Food Safety Practices Among Vendors in Capaoay San Jacinto Pangasinan
Food Safety Practices Among Vendors in Capaoay San Jacinto Pangasinan
Food Safety Practices Among Vendors in Capaoay San Jacinto Pangasinan
PANGASINAN
Food safety knowledge (FSK) is the understanding of food learned from skills or schooling, food
safety attitude (FSA) refers to sensation or belief about food safety, and food safety practice
refers (FSP) to the act or use of food safety (JM Soon et al.. MH Jamaludin 2020). Food safety
knowledge, attitude, and practices (KAP) are important because inadequate knowledge, poor
attitude, and poor sanitation practices by SCFHs have a severe danger to food safety
applications in food companies (Sharif L, Al-Malki T. 2010)
Millions of people become ill and many die as a result of eating unsafe food. Up to one third of
the population of developed countries are affected by foodborne illness each year (FAO & WHO,
2002).
A municipality in the Philippines called Capaoay San Jacinto Pangasinan is renowned for its
vibrant and diversified food scene. Yet, based on our experience as a customer, we have seen
that despite the wide range of food options, the local food vendors lack knowledge about food
safe practices. As a result, we are unsure if they sell clean food. This is a matter for worry since,
if appropriate food safety procedures are not followed, customers' health and wellbeing may be
put in danger.
Consequently, the overall goal of this study is to assess the vendors' attitudes and knowledge
regarding food safety.
The findings of this study can provide valuable insights to the local government units and health
authorities in developing policies and interventions to improve food safety practices among
vendors in Capaoay San Jacinto Pangasinan. Additionally, it can also serve as a reference for
other municipalities in Pangasinan that are looking to improve their food safety practices.
The World Health Organization reported that 1 in every 10 people fall ill globally due to
food borne diseases while more than 91 million people are affected in developing
countries despite various research and intervention measures toward food safety (WHO,
2015). The increasing number of food poisoning outbreaks and food-related scares has led to
calls for better hygiene and quality practices. Over the years, food safety remained a critical
issue with outbreaks of foodborne illness resulting in substantial costs to individuals, the food
industry and the economy. In fact, (Webb & Morancie 2015) elaborated that food safety is a
constant public health concern supported by the fact that in both industrialized and
developing countries, the rates of foodborne diseases are increasing and encompass a wide
spectrum of illnesses.
OBJECTIVE
This study aims to assess the food safety practices among vendors in Capaoay San Jacinto
Pangasinan. Specifically, it aims to:
(1)Identify the food safety practices being observed by the vendors in the area.(2)Determine the
level of compliance of the vendors with food safety standards and regulations(3)Identify the
factors that affect the implementation of food safety practices among the vendors in the area.
WORK PLAN
The estimated time that we will start conducting this study is on the 2nd sem of March or April.

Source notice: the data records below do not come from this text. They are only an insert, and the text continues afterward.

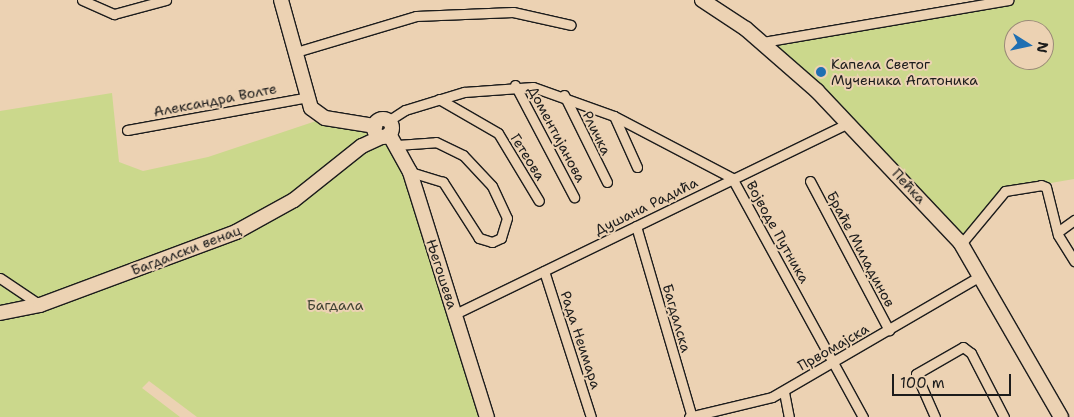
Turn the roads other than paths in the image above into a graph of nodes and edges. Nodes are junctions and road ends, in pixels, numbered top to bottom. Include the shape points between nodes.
1 (82, 0) edge
2 (166, 0) edge
3 (281, 0) edge
4 (702, 0) edge
5 (1008, 0) edge
6 (980, 4) edge
7 (571, 25) dead end
8 (763, 42) junction
9 (296, 52) junction
10 (515, 85) junction
11 (564, 95) junction
12 (308, 97) junction
13 (439, 99) junction
14 (614, 116) junction
15 (849, 122) junction
16 (127, 130) dead end
17 (386, 132) junction
18 (637, 167) dead end
19 (410, 172) junction
20 (732, 178) junction
21 (810, 181) dead end
22 (606, 182) dead end
23 (574, 197) dead end
24 (540, 201) dead end
25 (1074, 220) edge
26 (636, 226) junction
27 (1059, 231) junction
28 (961, 244) junction
29 (1074, 261) edge
30 (544, 272) junction
31 (980, 276) junction
32 (0, 278) edge
33 (40, 305) junction
34 (0, 313) edge
35 (455, 314) junction
36 (889, 330) junction
37 (835, 362) junction
38 (784, 392) junction
39 (487, 417) edge
40 (591, 417) edge
41 (691, 417) edge
42 (789, 417) edge
43 (863, 417) edge
44 (935, 417) edge
45 (1004, 417) edge
46 (1061, 417) edge

1 - 2 street via 114,14
3 - 9 street
4 - 8 street, Пећка
5 - 6 street
6 - 8 street
7 - 9 street via 513,12 416,16
8 - 15 street, Пећка
9 - 12 street
10 - 11 street, Војводе Путника
10 - 13 street, Војводе Путника
10 - 23 street, Доментијанова
11 - 14 street, Војводе Путника
11 - 22 street, Рличка
12 - 16 street, Александра Волте
12 - 17 street via 317,114
13 - 17 street, Војводе Путника
13 - 24 street, Гетеова via 498,133
14 - 18 street
14 - 20 street, Војводе Путника
15 - 20 street, Душана Радића
15 - 28 street, Пећка
17 - 19 street, Његошева
17 - 19 street via 436,142 463,155 492,186 507,218 507,228 497,242 479,238 443,182
17 - 33 street, Багдалски венац via 362,146 294,200 236,232
19 - 35 street, Његошева
20 - 26 street, Душана Радића
20 - 37 street, Војводе Путника
21 - 36 street, Браће Миладинов
25 - 27 street
26 - 30 street, Душана Радића
26 - 41 street, Багдалска
27 - 28 street via 1046,188 1016,187 1005,191
27 - 29 street
28 - 31 street, Пећка
30 - 35 street, Душана Радића
30 - 40 street, Рада Неимара
31 - 36 street, Првомајска
31 - 46 street, Пећка
32 - 33 street
33 - 34 street, Багдалски венац
35 - 39 street, Његошева
36 - 37 street, Првомајска
37 - 38 street, Првомајска
37 - 43 street, Војводе Путника
38 - 41 street, Првомајска
38 - 42 street
44 - 45 street via 916,374 964,348 971,353

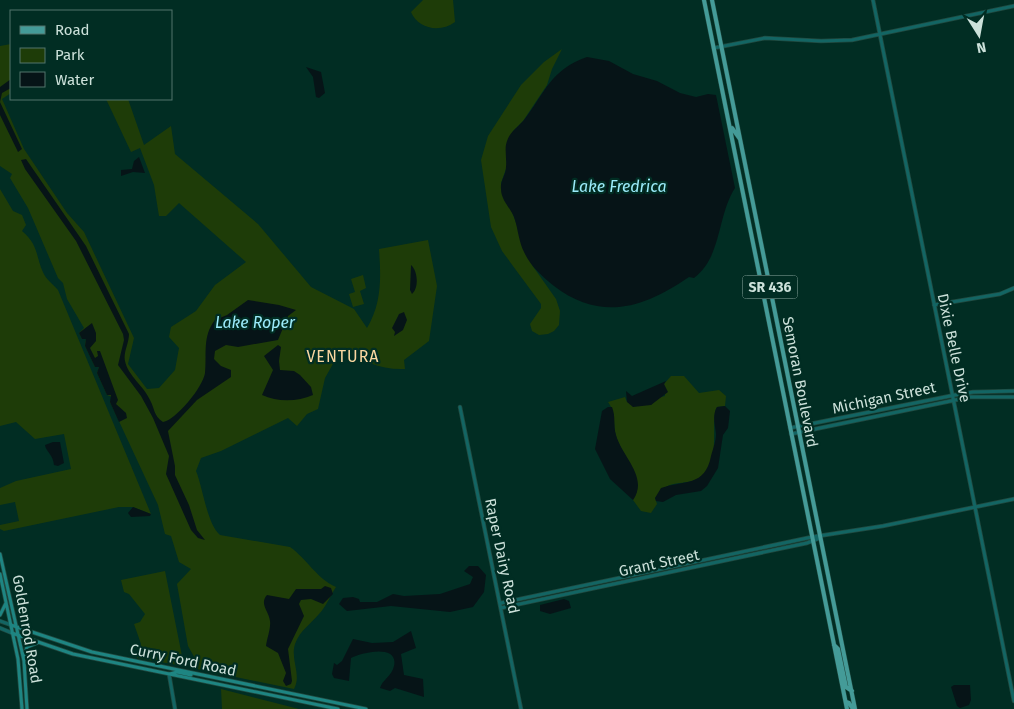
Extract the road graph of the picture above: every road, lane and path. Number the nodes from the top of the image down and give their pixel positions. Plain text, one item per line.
1 (704, 0) edge
2 (712, 0) edge
3 (873, 0) edge
4 (1014, 6) edge
5 (880, 34) junction
6 (722, 47) junction
7 (714, 48) junction
8 (728, 120) junction
9 (740, 139) junction
10 (1014, 288) edge
11 (934, 305) junction
12 (1014, 392) edge
13 (1014, 397) edge
14 (953, 398) junction
15 (460, 407) dead end
16 (798, 430) junction
17 (790, 431) junction
18 (1014, 499) edge
19 (975, 508) junction
20 (821, 537) junction
21 (813, 540) junction
22 (0, 554) edge
23 (0, 560) edge
24 (0, 574) edge
25 (8, 585) junction
26 (6, 602) junction
27 (500, 603) junction
28 (826, 604) junction
29 (502, 608) junction
30 (0, 615) edge
31 (836, 616) junction
32 (0, 620) edge
33 (11, 625) junction
34 (0, 628) edge
35 (17, 628) junction
36 (12, 633) junction
37 (19, 636) junction
38 (38, 643) junction
39 (834, 645) junction
40 (24, 661) junction
41 (111, 662) junction
42 (167, 668) junction
43 (169, 674) junction
44 (234, 682) junction
45 (852, 691) junction
46 (1014, 701) edge
47 (846, 702) junction
48 (22, 709) edge
49 (27, 709) edge
50 (175, 709) edge
51 (338, 709) edge
52 (366, 709) edge
53 (521, 709) edge
54 (847, 709) edge
55 (854, 709) edge

1 - 7 main road, Semoran Boulevard / SR 436
2 - 6 main road, Semoran Boulevard / SR 436
3 - 5 street, Dixie Belle Drive
4 - 5 street
5 - 6 street
5 - 11 street, Dixie Belle Drive
6 - 7 street
6 - 9 main road, Semoran Boulevard / SR 436
7 - 8 main road, Semoran Boulevard / SR 436
8 - 9 main road
8 - 17 main road, Semoran Boulevard / SR 436
9 - 16 main road, Semoran Boulevard / SR 436
10 - 11 street
11 - 14 street, Dixie Belle Drive
12 - 14 street, Michigan Street
13 - 14 street, Michigan Street
14 - 16 street, Michigan Street
14 - 19 street, Dixie Belle Drive
15 - 27 street, Raper Dairy Road
16 - 17 street, Michigan Street
16 - 20 main road, Semoran Boulevard / SR 436
17 - 21 main road, Semoran Boulevard / SR 436
18 - 19 street, Grant Street
19 - 20 street, Grant Street
19 - 46 street, Dixie Belle Drive
20 - 21 street, Grant Street
20 - 31 main road, Semoran Boulevard / SR 436
21 - 27 street, Grant Street
21 - 28 main road, Semoran Boulevard / SR 436
21 - 29 street, Grant Street
22 - 25 main road, Goldenrod Road
23 - 25 main road
24 - 26 main road, Goldenrod Road
25 - 35 main road, Goldenrod Road
26 - 30 main road
26 - 33 main road, Goldenrod Road
27 - 29 street, Raper Dairy Road
28 - 31 main road
28 - 39 main road, Semoran Boulevard / SR 436
29 - 53 street, Raper Dairy Road
31 - 45 main road, Semoran Boulevard / SR 436
32 - 33 street, Curry Ford Road
33 - 35 main road, Curry Ford Road
33 - 36 main road, Goldenrod Road
34 - 36 street, Curry Ford Road
35 - 37 main road, Goldenrod Road
35 - 42 main road, Curry Ford Road
36 - 37 main road, Curry Ford Road
36 - 48 main road, Goldenrod Road
37 - 38 main road, Curry Ford Road
37 - 40 main road, Goldenrod Road
38 - 40 main road
38 - 41 main road, Curry Ford Road
39 - 45 main road
39 - 47 main road, Semoran Boulevard / SR 436
40 - 49 main road, Goldenrod Road
41 - 42 main road
41 - 43 main road, Curry Ford Road
42 - 44 main road, Curry Ford Road
43 - 44 main road
43 - 50 street
43 - 51 main road, Curry Ford Road
44 - 52 main road, Curry Ford Road
45 - 55 main road, Semoran Boulevard / SR 436
47 - 54 main road, Semoran Boulevard / SR 436
47 - 55 main road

We will start gathering the data after we finished doing our proposal
METHODOLOGY
This chapter will provide the readers a perspective on the study that will be conducted
Specifically, including the components of research methodology such as research design,
sampling procedures, respondents, research instrument data gathering procedures
Research Design
This study used a Quantitative type of research, specifically descriptive design. A Descriptive
Face to face survey questionnaire was used in gathering data to know the Food Safety
Practices Among Vendors In Capaoay San Jacinto Pangasinan.
Descriptive method involves describing, analyzing, and interpreting the condition or relationship
that exists.
The researchers select Simple Random Sampling to gather the data. Simple Random Sampling
because the researchers will just choose random people to answer the given questionnaire.
Research Instrument
Survey through questionnaire was the method used to gather information as data from the
respondents. The questionnaire was composed of two parts: (1) Personal Profile and (2)
Questionnaire. The first part purpose was to determine the personal profile of the respondents
while the second part was intended to determine the Food Safety Practices Among Vendors In
Capaoay San Jacinto Pangasinan. The research instrument will be presented and will be
answered by the Vendors of Capaoay San Jacinto Pangasinan.